Nicole Mari le Mercredi 6 Mars 2019 à 20:49

Le Sénat vient, ce mercredi 6 mars, d’adopter, à l’unanimité, le projet de loi relatif à la protection des activités agricoles et des cultures marines en zone littorale. Le but est d’empêcher les changements de destination ou la vente de biens immobiliers affectés à une activité agricole dans les communes littorales ou les terres de montagne. Un texte voté par le sénateur de Corse-du-Sud, Jean-Jacques Panunzi, qui est intervenu en séance publique pour expliquer et défendre la spécificité corse. Texte et vidéo.
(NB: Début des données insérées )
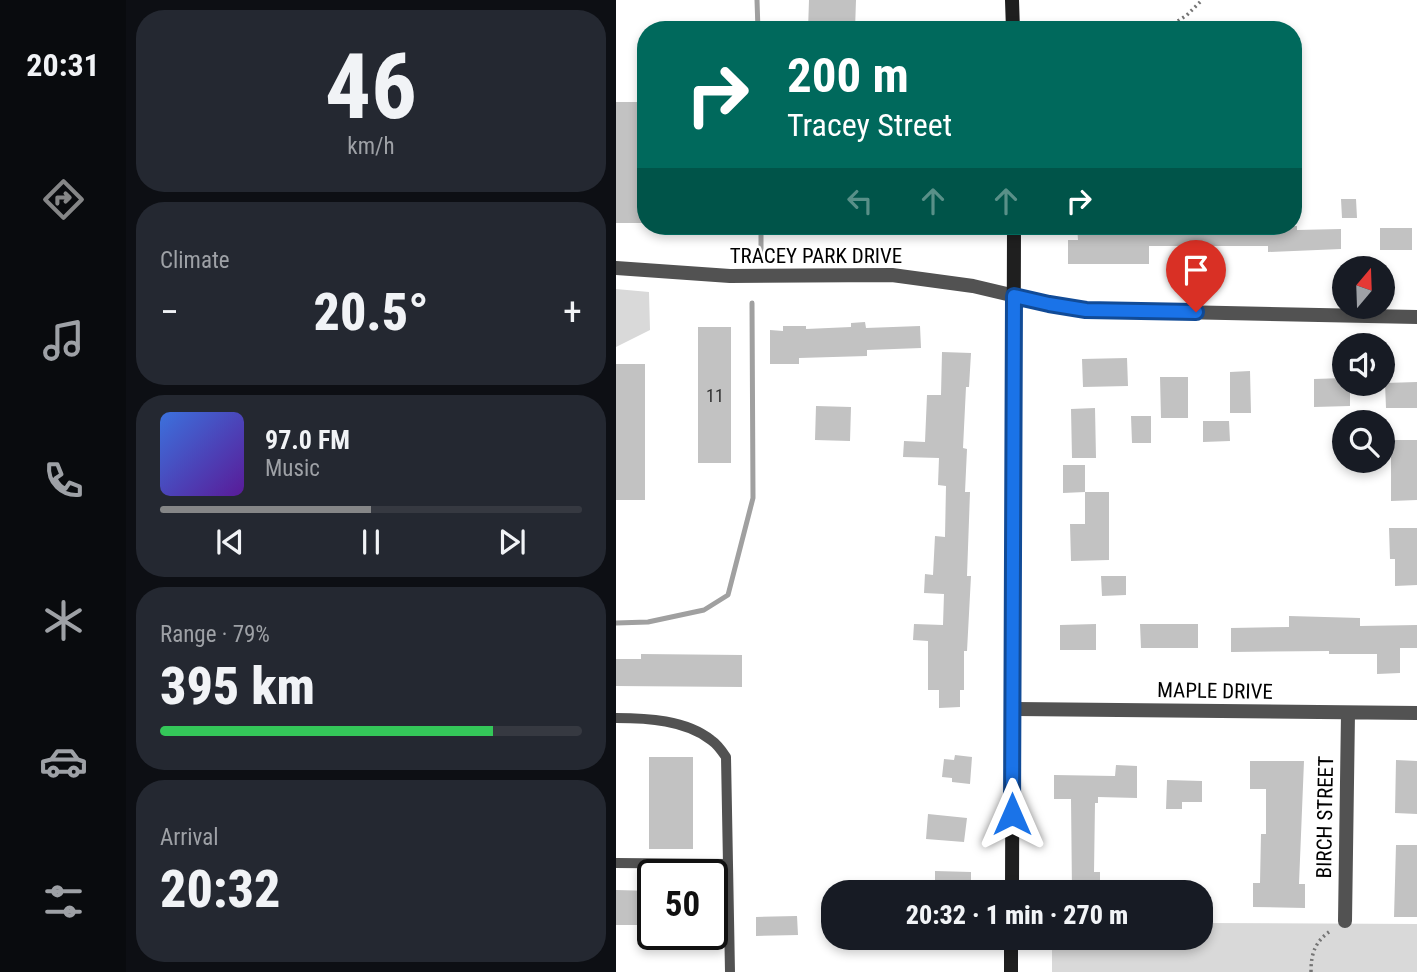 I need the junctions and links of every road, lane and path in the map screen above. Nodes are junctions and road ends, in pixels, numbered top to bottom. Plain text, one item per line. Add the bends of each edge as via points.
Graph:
1 (1012, 0) edge
2 (1202, 0) edge
3 (1013, 21) edge
4 (1178, 21) edge
5 (1014, 235) edge
6 (616, 268) edge
7 (1014, 296) junction
8 (1417, 317) edge
9 (1013, 709) junction
10 (1348, 713) junction
11 (1417, 713) edge
12 (616, 718) edge
13 (728, 859) edge
14 (616, 863) edge
15 (637, 863) edge
16 (728, 864) edge
17 (1012, 880) edge
18 (1345, 921) joint
19 (1012, 950) edge
20 (730, 972) edge
21 (1011, 972) edge
22 (1311, 972) edge

1 - 3 main road
2 - 4 path
5 - 7 main road
6 - 7 street, TRACEY PARK DRIVE via 730,276 892,275
7 - 8 street, TRACEY PARK DRIVE via 1086,310
7 - 9 main road
9 - 10 street, MAPLE DRIVE
9 - 17 main road
10 - 11 street, MAPLE DRIVE
10 - 18 street, BIRCH STREET
12 - 13 lane via 680,724 711,740 726,757
14 - 15 lane
16 - 20 lane
18 - 22 path via 1321,937 1311,954
19 - 21 main road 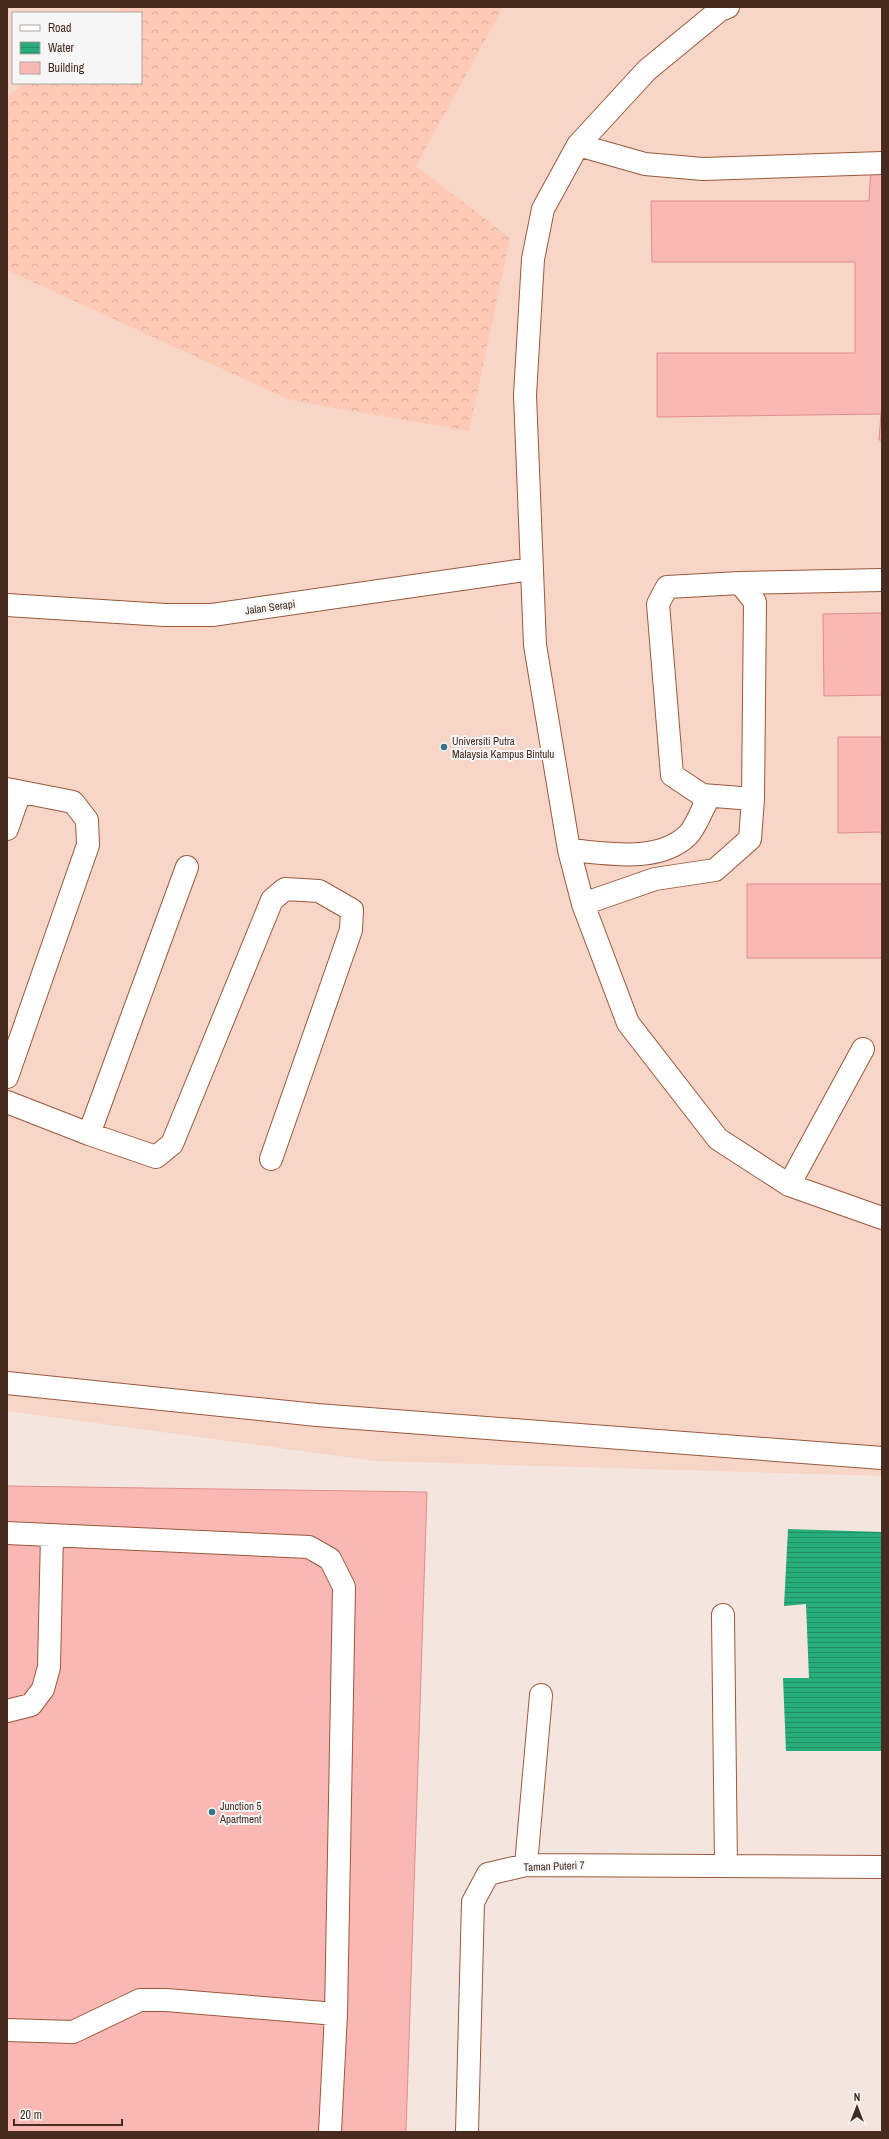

Jean-Jacques Panunzi, sénateur de Corse-du-Sud.
Jean-Jacques Panunzi, sénateur de Corse-du-Sud.

Voici son allocution :
 
« Ce texte de modernisation du droit de préemption des SAFER va dans le bon sens. Il ambitionne d’empêcher les changements de destination ou la vente de biens immobiliers affectés à une activité agricole dans les communes littorales ou les terres de montagne. 
 
Le foncier agricole est un enjeu d’envergure pour la France. Je crois savoir qu’une mission d’information parlementaire commune est actuellement à l’œuvre et qu’un rapport suivi d’un projet de loi devrait prochainement nous être proposés. Ce sera l’occasion de renforcer les missions des SAFER de façon plus globale. Les problématiques de la proposition de loi en cours d’examen concernent surtout les cultures marines. Il existe hélas d’autres difficultés.
 
Je pense notamment à un problème qu’en Corse nous avons essayé de régler par voie d’expérimentation, c’est celui des démembrements de propriété. Pour faire simple, on peut vendre le lundi la nue-propriété d’un bien agricole, et le mardi l’usufruit, pour échapper à la préemption de la SAFER qui ne dispose d’aucun droit dans ce cas et n’est même pas notifiée de ces cessions.
 
La Corse dispose de 1000 kms de linéaire côtier où l’agriculture de plaine est soumise à de fortes pressions foncières. Le retard d’élaboration des documents d’urbanisme, aggravé par les contraintes supplémentaires imposées par le PADDUC, participe à une accentuation de ces mécanismes.
 
Si la SAFER est un outil de régulation de première importance, certaines cessions non notifiables et non préemptables, comme la vente en démembrements ou par montage entre sociétés, échappent à sa vigilance avec les risques que l’on connaît : 
- suppression d’exploitations agricoles économiquement viables par substitution d’un projet non agricole ;
- absence de maitrise foncière ;
- baisse du nombre d’exploitations et d’installations ;
- abandon progressif de certaines exploitations dans l’attente de projets spéculatifs ;
- déstructuration foncière de certaines propriétés agricoles, etc…
 
Inutile de vous rappeler que sans foncier, point d’agriculture ni de développement rural…
 
Il existe une solution qui consisterait à caler le périmètre du droit de préemption de la SAFER sur celui du fermier qui lui, peut préempter – je cite le code rural - en « cas de vente portant sur la nue-propriété ou l’usufruit à moins que l’acquéreur ne soit, selon le cas, nu-propriétaire du bien vendu en usufruit ou usufruitier du bien vendu en nue-propriété ».
 
Une piste de réflexion que je suggère au Gouvernement et que je ne manquerai pas de proposer par voie d’amendement lorsque sera soumise au Parlement la loi sur le foncier agricole, évoquée par le Président de la République au Salon de l’Agriculture, dont les territoires ruraux et le monde agricole ont tant besoin. »
 
En fin de discussion, Didier Guillaume, Ministre de l’Agriculture et de la Pêche, a répondu au Sénateur qu’il avait « bien entendu sa requête » concernant les cessions de parcelles démembrées, et que la loi foncière serait effectivement l’occasion de trouver une issue à cette situation, avant de conclure que la Corse devra dans ce futur texte faire l’objet « d’une prise en compte particulière », conformément aux spécificités qui sont les siennes.